It was after he had become a student of the Middle Temple, that Yorke formed an acquaintance to which he may be said to have been mainly indebted for the unprecedented rapidity of his advancement when called to the bar. It was altogether a remarkable illustration of Roger North's argument in behalf of the advantages to be derived from connexions originally formed from casual meetings in the hall of an inn of court. During the time when he was keeping his terms, it was his lot to dine more than once at the same mess with Mr. Parker, one of the sons of lord chief justice Macclesfield; and his conversation was so agreeable as to produce from his neighbor an invitation to his father's house. It is said, that about the same time the chief justice, being desirous of securing for his sons a companion, whose legal knowledge might be an assistance to them in their studies, applied to Mr. Salkeld to point out some young man of competent abilities for that purpose, and that Mr. Salkeld warmly recommended his pupil. Whether this took place before or after the first introduction of Yorke to his lordship does not appear; but it seems most probable that the inquiry was made respecting Yorke himself, in consequence of his having been presented to lord Macclesfield. At all events, it is very certain that the young student had not long obtained

a footing in the house of the legal dignitary, before he secured to himself a very good place in his good graces. He was at that time, as indeed he remained long afterwards, distinguished for a certain pliancy, if not suppleness of manner, which possibly went far towards finding him favor in the eyes of his new patron. He had also the advantage of a handsome person, which he improved by strict attention to his dress, insomuch that some of his contemporaries report him to have been the handsomest young man in England. Whether these minor recommendations, or the more elevated qualities of talent and proficiency in his studies, had the greatest weight with lord Macclesfield, the favorable impression he had first made was so well improved, that the result was a degree of friendship, and of almost paternal attachment, to which, it has already been intimated, the success of Yorke's after career might chiefly be attributed.
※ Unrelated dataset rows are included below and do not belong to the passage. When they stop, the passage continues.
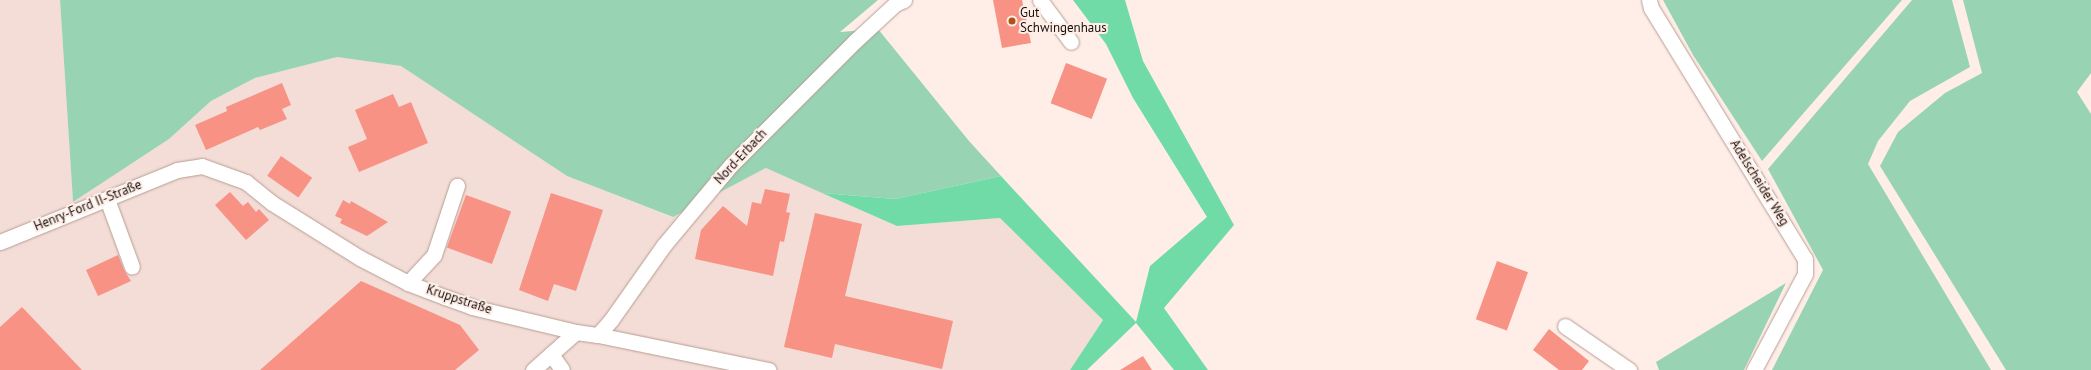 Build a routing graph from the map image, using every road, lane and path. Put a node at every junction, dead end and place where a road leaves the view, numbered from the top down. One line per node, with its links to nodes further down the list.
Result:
1 (904, 0): 13 (street, Nord-Erbach)
2 (1040, 0): 4 (street)
3 (1649, 0): 19 (street, Adelscheider Weg)
4 (1072, 42)
5 (177, 170): 7 (street, Henry-Ford II-Straße); 10 (street, Kruppstraße)
6 (457, 186): 10 (street)
7 (107, 199): 8 (street, Henry-Ford II-Straße); 9 (street)
8 (0, 242)
9 (132, 267)
10 (408, 283): 12 (street, Kruppstraße)
11 (1565, 326): 18 (street)
12 (576, 332): 13 (street, Kruppstraße); 14 (street)
13 (598, 335): 17 (street, Kruppstraße)
14 (551, 354): 15 (street); 16 (street)
15 (533, 370)
16 (562, 370)
17 (768, 370)
18 (1629, 370)
19 (1754, 370)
On the 27th of May, 1715, Yorke was called to the bar. Possessed as he was of much more ample stores of legal knowledge than falls to the lot of most lawyers of his years, and having the cordial support of a very eminent solicitor, besides the avowed favor and patronage of lord Macclesfield, he acquired at the very outset an extensive practice; and it is not to be supposed that his rapid and extraordinary success was looked upon without jealousy by the other members of the bar. Indeed the favoritism of lord Macclesfield was so conspicuous, even in court, that they might well feel themselves offended and aggrieved by it. Serjeant Pengelly, one day, was so much irritated by an observation which fell from his lordship, that he threw up his brief, and openly protested he would no longer practise in a court where it was evident that Mr. Yorke was not to be answered. Some time after the resignation of the great seal by the earl of Cowper, lord Macclesfield was promoted to the woolsack (1719); and his influence, no longer confined to a court of

law, was exerted to procure his young favorite a seat in the house of commons. Accordingly, within four years after his first appearance in Westminster Hall, Yorke took his seat as member for Lewes in Sussex, the whole expenses of his election being defrayed by the ministry, among the partisans of whom he of course enrolled himself.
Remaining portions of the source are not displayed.